Quote from piezoe:
I'm sorry to have to tell you that your hope is in vain. I was not referring to you at all. You are in a class by yourself.
You are free to interpret Krugman's opinion piece as you wish.
As far as I'm concerned it was a rather well reasoned repudiation of claims by the Romney camp "...that President Obamaâs threat to modestly raise taxes on top incomes, plus his temerity in suggesting that some bankers had behaved badly, were crippling the economy."
Nothing in the article implies that Krugman thinks going back to a top marginal rate of 91% is a good idea, certainly not in the midst of a long slow recovery. Why would he think that? He's is an advocate of Keynes' prescription for economies in recession.
Why would he advocate that? So that wealth can be redistributed, of course.
We are long past the point where any reasonable allocation of government benefits would show that "the rich" would benefit at all from raising taxes. All of the tax revenue from such a rise in rates, if it generated any incremental revenue at all, would go to those further down the income scale.

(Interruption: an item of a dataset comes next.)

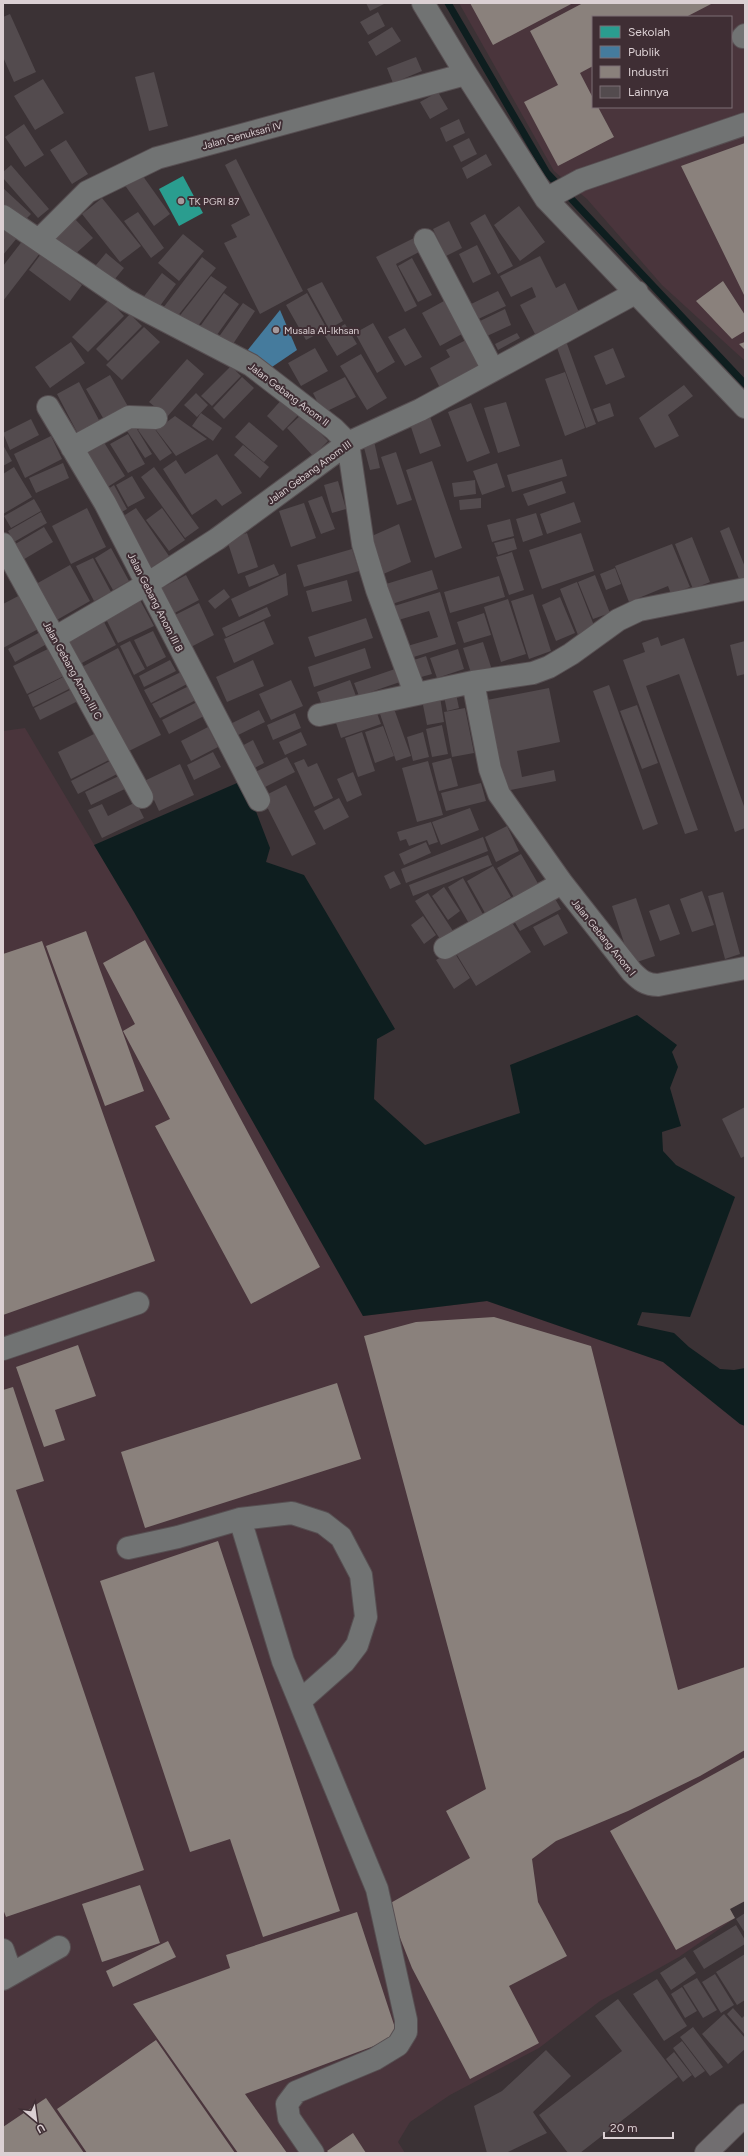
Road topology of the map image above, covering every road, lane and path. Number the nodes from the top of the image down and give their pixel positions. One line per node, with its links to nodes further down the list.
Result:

If your household makes less than ~$85K, regardless of the fact that you pay taxes, you get back more in benefits than you pay in taxes. Above that, you are paying above and beyond any reasonable allocation of benefits. I know that some extremists will say that the military only benefits war-profiteers, but come on, every American benefits from lower oil prices and consumer goods prices due to the American military. Our main problem is that we can't stop other nations from free-riding on that military presence. How much does a guy like Romney benefit from government spending, though? He's certain a beneficiary of true public goods like roads, but does he use them hundreds of times more frequently than someone who pays 1% of the amount of tax Romney pays? No, because to do so, he would have to dedicate his entire life just to using roads built with Federal dollars. So the guy pays $2 million in taxes, gets, what, at most $500K in benefits, and people still give him sh!t?
It's repellent to talk about a "fair share" of taxes without talking about a fair share of benefits. When Obama says that some people have prospered disproportionately, so they should pay more, well, those people prospered in private transactions, not at the expense of the state. It's complete and utter demagoguery. If anyone should be complaining about Mitt Romney's wealth, it's the people on the other side of those Bain Capital transactions. Find me a rich guy who made his money ripping off the government (good example was that company in Massachusetts that sold the government a bunch of crappy cement mix that led to some deaths in the tunnels built during the Big Dig) and there's a guy who needs to pay more to reach his "fair share". A guy like Romney, though, even if I were in the income bucket where I benefit more from taxes paid than I paid in, I would be against a policy of raising his taxes.
I'd rather earn my own way in this world than rely on people like Barack Obama to earn it for me by stealing from someone else. That's the only honorable stance.